**The task**
The pictures are to be omitted when the entries are reproduced exactly.

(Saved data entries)
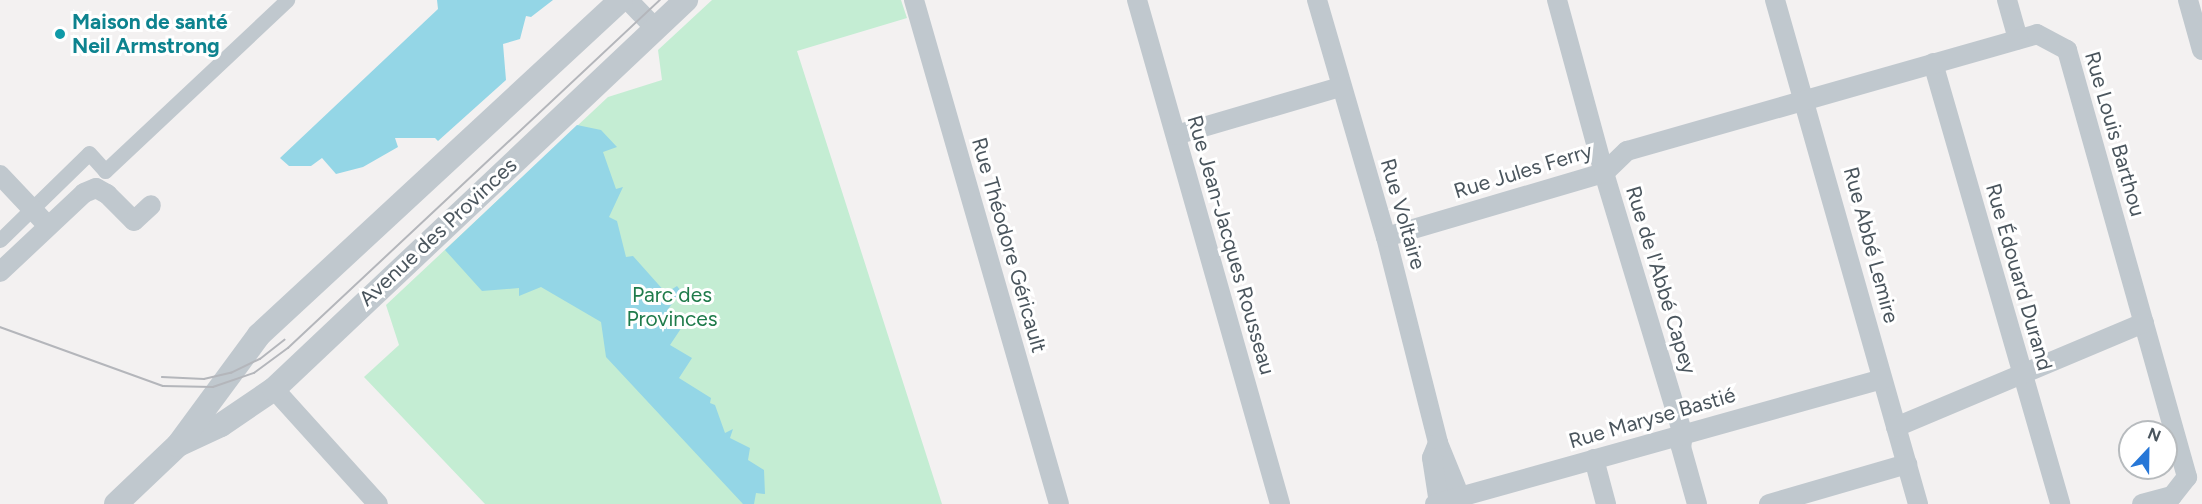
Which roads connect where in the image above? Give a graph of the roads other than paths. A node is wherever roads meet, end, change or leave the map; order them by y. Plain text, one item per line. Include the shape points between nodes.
1 (287, 0) edge
2 (621, 0) edge
3 (627, 0) edge
4 (686, 0) edge
5 (914, 0) edge
6 (1137, 0) edge
7 (1317, 0) edge
8 (1557, 0) edge
9 (1775, 0) edge
10 (2007, 0) edge
11 (2188, 0) edge
12 (656, 29) junction
13 (2018, 39) junction
14 (2202, 50) edge
15 (1933, 63) junction
16 (1340, 87) junction
17 (1805, 99) junction
18 (1176, 135) junction
19 (1604, 173) junction
20 (0, 175) edge
21 (151, 205) dead end
22 (33, 210) junction
23 (48, 226) junction
24 (1386, 237) junction
25 (0, 240) edge
26 (0, 272) edge
27 (2144, 323) junction
28 (2021, 372) junction
29 (1882, 379) junction
30 (274, 389) junction
31 (1896, 427) junction
32 (1683, 435) junction
33 (1438, 443) junction
34 (178, 446) junction
35 (1594, 459) junction
36 (1907, 464) junction
37 (1460, 497) junction
38 (1437, 503) edge
39 (116, 504) edge
40 (378, 504) edge
41 (1059, 504) edge
42 (1280, 504) edge
43 (1606, 504) edge
44 (1697, 504) edge
45 (1769, 504) edge
46 (1918, 504) edge
47 (2060, 504) edge
48 (2142, 504) edge

1 - 22 street via 105,171 89,153
2 - 34 street, Avenue des Provinces via 259,335
3 - 12 street
4 - 12 street, Avenue des Provinces
5 - 41 street, Rue Théodore Géricault
6 - 18 street, Rue Jean-Jacques Rousseau
7 - 16 street, Rue Voltaire
8 - 19 street, Rue de l'Abbé Capey
9 - 17 street, Rue Abbé Lemire
10 - 13 street
11 - 14 street
12 - 30 street, Avenue des Provinces
13 - 15 street, Rue Louis Barthou
13 - 27 street, Rue Louis Barthou via 2037,34 2067,50
15 - 17 street, Rue Louis Barthou
15 - 28 street, Rue Édouard Durand
16 - 18 street
16 - 24 street, Rue Voltaire
17 - 19 street, Rue Jules Ferry via 1627,151
17 - 29 street, Rue Abbé Lemire
18 - 42 street, Rue Jean-Jacques Rousseau
19 - 24 street, Rue Jules Ferry
19 - 32 street, Rue de l'Abbé Capey
20 - 22 street
21 - 23 street via 134,221 108,194 96,188 84,193
22 - 23 street
22 - 25 street
23 - 26 street
24 - 33 street, Rue Voltaire
27 - 28 street
27 - 48 street via 2187,477 2172,496
28 - 31 street
28 - 47 street, Rue Édouard Durand
29 - 31 street, Rue Abbé Lemire
29 - 32 street, Rue Maryse Bastié
30 - 34 street, Avenue des Provinces via 221,425
30 - 40 street
31 - 36 street, Rue Abbé Lemire
32 - 35 street, Rue Maryse Bastié
32 - 44 street, Rue de l'Abbé Capey via 1681,447
33 - 37 street, Rue Voltaire
33 - 38 street, Rue Voltaire via 1432,458
34 - 39 street, Avenue des Provinces
35 - 37 street, Rue Maryse Bastié
35 - 43 street
36 - 45 street
36 - 46 street, Rue Abbé Lemire
37 - 38 street, Rue Maryse Bastié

**Solution below**
Which roads connect where in the image above? Give a graph of the roads other than paths. A node is wherever roads meet, end, change or leave the map; order them by y. Plain text, one item per line. Include the shape points between nodes.
1 (287, 0) edge
2 (621, 0) edge
3 (627, 0) edge
4 (686, 0) edge
5 (914, 0) edge
6 (1137, 0) edge
7 (1317, 0) edge
8 (1557, 0) edge
9 (1775, 0) edge
10 (2007, 0) edge
11 (2188, 0) edge
12 (656, 29) junction
13 (2018, 39) junction
14 (2202, 50) edge
15 (1933, 63) junction
16 (1340, 87) junction
17 (1805, 99) junction
18 (1176, 135) junction
19 (1604, 173) junction
20 (0, 175) edge
21 (151, 205) dead end
22 (33, 210) junction
23 (48, 226) junction
24 (1386, 237) junction
25 (0, 240) edge
26 (0, 272) edge
27 (2144, 323) junction
28 (2021, 372) junction
29 (1882, 379) junction
30 (274, 389) junction
31 (1896, 427) junction
32 (1683, 435) junction
33 (1438, 443) junction
34 (178, 446) junction
35 (1594, 459) junction
36 (1907, 464) junction
37 (1460, 497) junction
38 (1437, 503) edge
39 (116, 504) edge
40 (378, 504) edge
41 (1059, 504) edge
42 (1280, 504) edge
43 (1606, 504) edge
44 (1697, 504) edge
45 (1769, 504) edge
46 (1918, 504) edge
47 (2060, 504) edge
48 (2142, 504) edge

1 - 22 street via 105,171 89,153
2 - 34 street, Avenue des Provinces via 259,335
3 - 12 street
4 - 12 street, Avenue des Provinces
5 - 41 street, Rue Théodore Géricault
6 - 18 street, Rue Jean-Jacques Rousseau
7 - 16 street, Rue Voltaire
8 - 19 street, Rue de l'Abbé Capey
9 - 17 street, Rue Abbé Lemire
10 - 13 street
11 - 14 street
12 - 30 street, Avenue des Provinces
13 - 15 street, Rue Louis Barthou
13 - 27 street, Rue Louis Barthou via 2037,34 2067,50
15 - 17 street, Rue Louis Barthou
15 - 28 street, Rue Édouard Durand
16 - 18 street
16 - 24 street, Rue Voltaire
17 - 19 street, Rue Jules Ferry via 1627,151
17 - 29 street, Rue Abbé Lemire
18 - 42 street, Rue Jean-Jacques Rousseau
19 - 24 street, Rue Jules Ferry
19 - 32 street, Rue de l'Abbé Capey
20 - 22 street
21 - 23 street via 134,221 108,194 96,188 84,193
22 - 23 street
22 - 25 street
23 - 26 street
24 - 33 street, Rue Voltaire
27 - 28 street
27 - 48 street via 2187,477 2172,496
28 - 31 street
28 - 47 street, Rue Édouard Durand
29 - 31 street, Rue Abbé Lemire
29 - 32 street, Rue Maryse Bastié
30 - 34 street, Avenue des Provinces via 221,425
30 - 40 street
31 - 36 street, Rue Abbé Lemire
32 - 35 street, Rue Maryse Bastié
32 - 44 street, Rue de l'Abbé Capey via 1681,447
33 - 37 street, Rue Voltaire
33 - 38 street, Rue Voltaire via 1432,458
34 - 39 street, Avenue des Provinces
35 - 37 street, Rue Maryse Bastié
35 - 43 street
36 - 45 street
36 - 46 street, Rue Abbé Lemire
37 - 38 street, Rue Maryse Bastié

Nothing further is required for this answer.